For each line of the data below that contains "lane", return that line.

------------------------

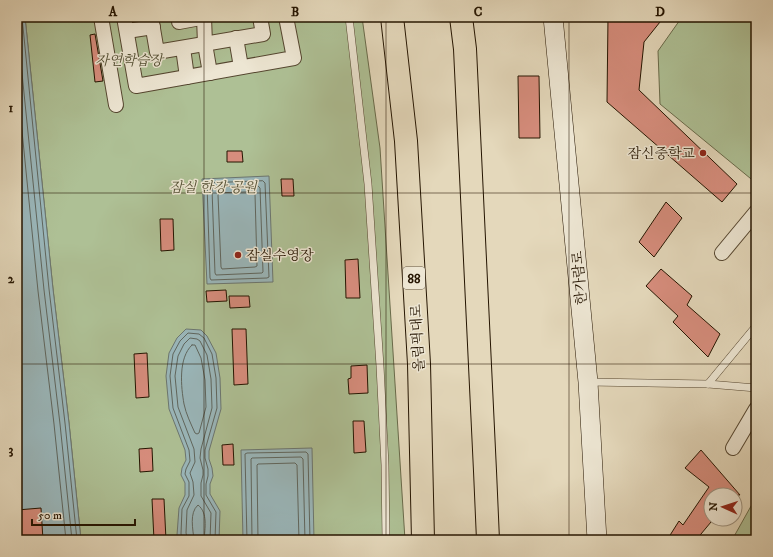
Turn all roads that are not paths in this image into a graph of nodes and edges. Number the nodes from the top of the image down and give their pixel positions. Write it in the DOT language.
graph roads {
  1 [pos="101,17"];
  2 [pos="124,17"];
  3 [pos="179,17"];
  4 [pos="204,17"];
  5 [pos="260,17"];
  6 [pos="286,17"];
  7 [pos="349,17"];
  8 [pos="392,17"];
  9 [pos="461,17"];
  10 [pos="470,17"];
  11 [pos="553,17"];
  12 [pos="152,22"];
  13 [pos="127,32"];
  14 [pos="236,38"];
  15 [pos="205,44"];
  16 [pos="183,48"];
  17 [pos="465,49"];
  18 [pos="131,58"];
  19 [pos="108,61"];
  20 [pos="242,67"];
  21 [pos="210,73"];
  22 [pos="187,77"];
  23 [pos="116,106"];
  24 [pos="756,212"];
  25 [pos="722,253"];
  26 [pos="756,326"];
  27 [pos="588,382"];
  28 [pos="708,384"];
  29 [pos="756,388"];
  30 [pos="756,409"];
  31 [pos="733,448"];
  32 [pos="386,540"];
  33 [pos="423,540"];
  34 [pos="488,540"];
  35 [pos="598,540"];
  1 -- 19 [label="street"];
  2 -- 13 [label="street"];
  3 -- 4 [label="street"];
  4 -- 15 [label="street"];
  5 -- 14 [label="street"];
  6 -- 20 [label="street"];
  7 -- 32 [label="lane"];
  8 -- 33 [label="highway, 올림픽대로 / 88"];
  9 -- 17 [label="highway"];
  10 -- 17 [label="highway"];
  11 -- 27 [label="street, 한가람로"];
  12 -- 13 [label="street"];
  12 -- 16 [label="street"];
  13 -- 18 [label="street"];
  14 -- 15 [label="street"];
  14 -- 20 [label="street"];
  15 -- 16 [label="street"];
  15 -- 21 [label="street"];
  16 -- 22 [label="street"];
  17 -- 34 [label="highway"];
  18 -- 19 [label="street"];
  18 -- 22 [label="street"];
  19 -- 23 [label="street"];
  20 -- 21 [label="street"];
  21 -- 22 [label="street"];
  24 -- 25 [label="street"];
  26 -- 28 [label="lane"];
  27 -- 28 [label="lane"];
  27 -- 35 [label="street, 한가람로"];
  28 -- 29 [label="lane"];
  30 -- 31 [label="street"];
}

------------------------

*Finished task*
  7 -- 32 [label="lane"];
  26 -- 28 [label="lane"];
  27 -- 28 [label="lane"];
  28 -- 29 [label="lane"];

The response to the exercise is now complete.